Le sang de Dabi se glaça lorsqu'il relit les points. Non. Dazai était capable d'aller aussi loin, mais il n'avait pas pu le faire. Dazai était mauvais, les héros étaient mauvais, mais mauvais à ce point ne ferait que confirmer à quel point le but de la Ligue de purifier cette société pourrie était on ne peut plus justifier.
« - T'as osé-
- J'ai osé, confirma Dazai sans remords. J'ai fait infiltrer Hawks dans la Ligue en sachant que tu tomberais sous son charme, puis j'ai patiemment attendu que tu me donnes un prétexte plus que parfait pour revoir Ryu'. »
Dabi était sur le point de se lever pour définitivement mettre fin aux jours du héros lorsque celui-ci se pencha vers lui.
« - Maintenant sois bien attentif, Touya. Si tu veux aider Ryu' comme Giran a volé à notre secours, ça te regarde. Si tu veux te taper le héros numéro deux, c'est toi qui vois. Fais moi encore perdre mon temps pour me parler de ton frère de substitution et me menacer dans le vent et je fais diffuser sur les chaînes nationales que le fils aîné d'Endeavor est toujours en vie. L'impact sur le monde serait bien plus puissant que si la mafia portuaire apprenait la vérité sur son ancien boss, tu ne crois pas ? »
Dabi était persuadé ne jamais avoir autant eu envie de tuer quelqu'un, de toute sa vie. La haine, la colère et surtout la peur coulaient dans ses veines dans une douleur indescriptible, comme il l'avait peu souvent ressenti dans sa vie. Il avait l'impression de faire à nouveau face à son père qui le sermonnait sans qu'il ne puisse se défendre, et bon sang, il détestait ça. Au-delà de se sentir faible, il se sentait impuissant. Dazai l'avait évidemment remarqué, puisqu'il ne trouva rien à répondre. L'idée qu'il ne pourrait rien faire pour Akutagawa le déchira, il devrait observer son protégé devenir le même monstre colérique que lui sans essayer de changer quoi que ce soit ; il pouvait apprécier le jeune homme aussi fort que possible, sa vengeance était plus importante. Et ça aussi, Dazai le savait.
« - Sur ce, reprit-il en se levant, si tu n'as rien d'autre à me reprocher, j'ai justement une réunion avec ton plan du moment pour savoir comment se passe son infiltration. »

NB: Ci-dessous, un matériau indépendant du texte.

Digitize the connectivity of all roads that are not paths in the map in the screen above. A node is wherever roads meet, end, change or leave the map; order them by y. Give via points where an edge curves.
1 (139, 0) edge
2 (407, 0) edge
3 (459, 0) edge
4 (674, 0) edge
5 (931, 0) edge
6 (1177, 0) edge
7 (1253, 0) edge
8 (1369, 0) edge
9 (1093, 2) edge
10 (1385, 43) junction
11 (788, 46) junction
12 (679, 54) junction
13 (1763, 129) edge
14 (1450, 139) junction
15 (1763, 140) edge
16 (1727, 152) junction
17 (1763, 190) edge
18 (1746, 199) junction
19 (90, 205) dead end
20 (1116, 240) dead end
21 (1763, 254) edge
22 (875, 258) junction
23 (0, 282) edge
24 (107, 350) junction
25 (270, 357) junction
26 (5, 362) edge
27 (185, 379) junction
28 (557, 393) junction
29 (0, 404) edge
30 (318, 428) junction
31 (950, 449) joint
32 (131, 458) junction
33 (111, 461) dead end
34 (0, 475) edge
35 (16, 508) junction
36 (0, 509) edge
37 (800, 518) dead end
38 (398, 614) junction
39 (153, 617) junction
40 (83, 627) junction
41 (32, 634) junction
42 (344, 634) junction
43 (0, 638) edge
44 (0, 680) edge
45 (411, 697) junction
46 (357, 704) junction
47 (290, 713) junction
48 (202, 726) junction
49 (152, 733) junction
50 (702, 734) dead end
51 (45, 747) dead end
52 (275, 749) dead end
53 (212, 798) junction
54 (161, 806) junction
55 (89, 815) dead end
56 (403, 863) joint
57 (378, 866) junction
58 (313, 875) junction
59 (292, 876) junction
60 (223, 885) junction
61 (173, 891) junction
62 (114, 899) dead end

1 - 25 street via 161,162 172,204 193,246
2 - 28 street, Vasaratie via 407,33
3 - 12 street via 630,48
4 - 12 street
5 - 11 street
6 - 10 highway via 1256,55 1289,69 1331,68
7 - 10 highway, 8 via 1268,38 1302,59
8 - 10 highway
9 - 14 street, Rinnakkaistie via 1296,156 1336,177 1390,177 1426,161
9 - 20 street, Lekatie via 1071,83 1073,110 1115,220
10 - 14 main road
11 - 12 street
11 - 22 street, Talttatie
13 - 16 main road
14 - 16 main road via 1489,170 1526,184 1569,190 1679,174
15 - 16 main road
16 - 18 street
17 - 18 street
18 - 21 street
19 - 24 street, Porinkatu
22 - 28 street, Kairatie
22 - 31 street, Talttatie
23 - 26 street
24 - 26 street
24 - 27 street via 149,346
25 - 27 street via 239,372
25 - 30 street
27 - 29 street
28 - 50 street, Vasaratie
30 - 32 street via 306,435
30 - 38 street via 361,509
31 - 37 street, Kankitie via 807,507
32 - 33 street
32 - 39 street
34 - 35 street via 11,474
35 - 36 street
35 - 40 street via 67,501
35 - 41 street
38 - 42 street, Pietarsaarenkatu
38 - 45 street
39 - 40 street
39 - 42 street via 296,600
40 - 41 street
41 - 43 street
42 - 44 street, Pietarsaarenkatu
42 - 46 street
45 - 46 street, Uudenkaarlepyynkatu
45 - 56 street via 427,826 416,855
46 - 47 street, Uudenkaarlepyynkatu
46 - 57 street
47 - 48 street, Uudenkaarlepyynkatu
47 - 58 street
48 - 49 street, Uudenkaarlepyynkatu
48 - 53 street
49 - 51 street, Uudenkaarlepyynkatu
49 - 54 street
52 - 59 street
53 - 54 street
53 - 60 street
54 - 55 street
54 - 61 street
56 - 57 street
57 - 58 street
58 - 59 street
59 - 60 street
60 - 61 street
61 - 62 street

Dazai se rhabilla sereinement, comme s'il menaçait ses amis d'enfance tous les jours. Il enfila son manteau, réajusta ses bandages et son tour de cou, puis entreprit de s'en aller. Dabi ne réagit pas, il ne dit rien. Au moment où le héros passa près de lui, sa main se posa sur son épaule, l'empêchant d'enfin céder à ses pulsions meurtrières. Dabi releva son regard tueur vers Dazai qui lui, le regardait comme il le faisait toujours ; avec cette allure condescendante qui lui rappelait qu'une fois de plus, il avait été meilleur que lui, et qu'il n'était pas prêt de s'arrêter là.
« - Tu transmettras mes amitiés au vieux, déclara Dazai. En ce qui concerne Ryu'... Dis-lui ce que tu veux. On sait tous les deux que quoi que tu dises, ça n'a plus d'importance. »
Et aussi simplement, Dazai quitta le restaurant, laissant son ancien camarade béat devant leur table. Dabi prit un court, très court instant pour réfléchir au fait que Giran avait sorti de la rue un être pire que le Diable lui-même.
Une fois ce court instant terminé, il termina d'une traite le reste de whisky se trouvant dans sa bouteille et incendia le restaurant en imaginant qu'il brûlait à la place le corps de ce déséquilibré qu'était Dazai Osamu.